WORK TO BE COMPLETED
The lines below, all of them, should be returned exactly as they appear.

MATERIAL PROVIDED
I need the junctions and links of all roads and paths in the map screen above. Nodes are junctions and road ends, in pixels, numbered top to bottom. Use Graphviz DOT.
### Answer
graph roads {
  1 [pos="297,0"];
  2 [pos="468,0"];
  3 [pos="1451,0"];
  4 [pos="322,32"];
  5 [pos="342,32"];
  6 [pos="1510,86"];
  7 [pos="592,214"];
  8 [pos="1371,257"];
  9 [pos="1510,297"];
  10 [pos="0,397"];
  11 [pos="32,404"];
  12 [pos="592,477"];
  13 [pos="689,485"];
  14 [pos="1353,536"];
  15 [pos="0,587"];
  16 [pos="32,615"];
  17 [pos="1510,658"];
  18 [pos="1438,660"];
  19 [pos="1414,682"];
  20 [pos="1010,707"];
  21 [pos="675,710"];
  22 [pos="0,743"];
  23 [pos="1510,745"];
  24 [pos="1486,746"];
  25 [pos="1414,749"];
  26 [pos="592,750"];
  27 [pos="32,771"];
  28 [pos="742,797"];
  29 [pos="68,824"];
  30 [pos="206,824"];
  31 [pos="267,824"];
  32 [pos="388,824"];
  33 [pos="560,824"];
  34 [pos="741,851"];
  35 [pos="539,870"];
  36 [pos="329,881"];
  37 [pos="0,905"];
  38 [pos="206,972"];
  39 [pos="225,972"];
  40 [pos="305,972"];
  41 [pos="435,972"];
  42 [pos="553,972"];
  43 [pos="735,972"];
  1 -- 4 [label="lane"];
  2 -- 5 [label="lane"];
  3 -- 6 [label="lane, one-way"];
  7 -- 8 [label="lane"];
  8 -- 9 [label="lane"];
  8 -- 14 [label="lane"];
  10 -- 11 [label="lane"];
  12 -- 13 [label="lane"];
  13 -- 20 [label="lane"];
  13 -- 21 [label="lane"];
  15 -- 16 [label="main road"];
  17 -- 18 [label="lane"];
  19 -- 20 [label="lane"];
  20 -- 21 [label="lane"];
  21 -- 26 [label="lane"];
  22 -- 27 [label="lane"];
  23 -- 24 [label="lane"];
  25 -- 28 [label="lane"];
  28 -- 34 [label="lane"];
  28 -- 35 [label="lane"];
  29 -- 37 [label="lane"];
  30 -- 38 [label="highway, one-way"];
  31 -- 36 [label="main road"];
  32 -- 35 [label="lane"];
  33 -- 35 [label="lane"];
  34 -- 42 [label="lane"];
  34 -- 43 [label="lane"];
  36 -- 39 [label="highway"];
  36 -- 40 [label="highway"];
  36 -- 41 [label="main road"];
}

FINISHED TASK
I need the junctions and links of all roads and paths in the map screen above. Nodes are junctions and road ends, in pixels, numbered top to bottom. Use Graphviz DOT.
### Answer
graph roads {
  1 [pos="297,0"];
  2 [pos="468,0"];
  3 [pos="1451,0"];
  4 [pos="322,32"];
  5 [pos="342,32"];
  6 [pos="1510,86"];
  7 [pos="592,214"];
  8 [pos="1371,257"];
  9 [pos="1510,297"];
  10 [pos="0,397"];
  11 [pos="32,404"];
  12 [pos="592,477"];
  13 [pos="689,485"];
  14 [pos="1353,536"];
  15 [pos="0,587"];
  16 [pos="32,615"];
  17 [pos="1510,658"];
  18 [pos="1438,660"];
  19 [pos="1414,682"];
  20 [pos="1010,707"];
  21 [pos="675,710"];
  22 [pos="0,743"];
  23 [pos="1510,745"];
  24 [pos="1486,746"];
  25 [pos="1414,749"];
  26 [pos="592,750"];
  27 [pos="32,771"];
  28 [pos="742,797"];
  29 [pos="68,824"];
  30 [pos="206,824"];
  31 [pos="267,824"];
  32 [pos="388,824"];
  33 [pos="560,824"];
  34 [pos="741,851"];
  35 [pos="539,870"];
  36 [pos="329,881"];
  37 [pos="0,905"];
  38 [pos="206,972"];
  39 [pos="225,972"];
  40 [pos="305,972"];
  41 [pos="435,972"];
  42 [pos="553,972"];
  43 [pos="735,972"];
  1 -- 4 [label="lane"];
  2 -- 5 [label="lane"];
  3 -- 6 [label="lane, one-way"];
  7 -- 8 [label="lane"];
  8 -- 9 [label="lane"];
  8 -- 14 [label="lane"];
  10 -- 11 [label="lane"];
  12 -- 13 [label="lane"];
  13 -- 20 [label="lane"];
  13 -- 21 [label="lane"];
  15 -- 16 [label="main road"];
  17 -- 18 [label="lane"];
  19 -- 20 [label="lane"];
  20 -- 21 [label="lane"];
  21 -- 26 [label="lane"];
  22 -- 27 [label="lane"];
  23 -- 24 [label="lane"];
  25 -- 28 [label="lane"];
  28 -- 34 [label="lane"];
  28 -- 35 [label="lane"];
  29 -- 37 [label="lane"];
  30 -- 38 [label="highway, one-way"];
  31 -- 36 [label="main road"];
  32 -- 35 [label="lane"];
  33 -- 35 [label="lane"];
  34 -- 42 [label="lane"];
  34 -- 43 [label="lane"];
  36 -- 39 [label="highway"];
  36 -- 40 [label="highway"];
  36 -- 41 [label="main road"];
}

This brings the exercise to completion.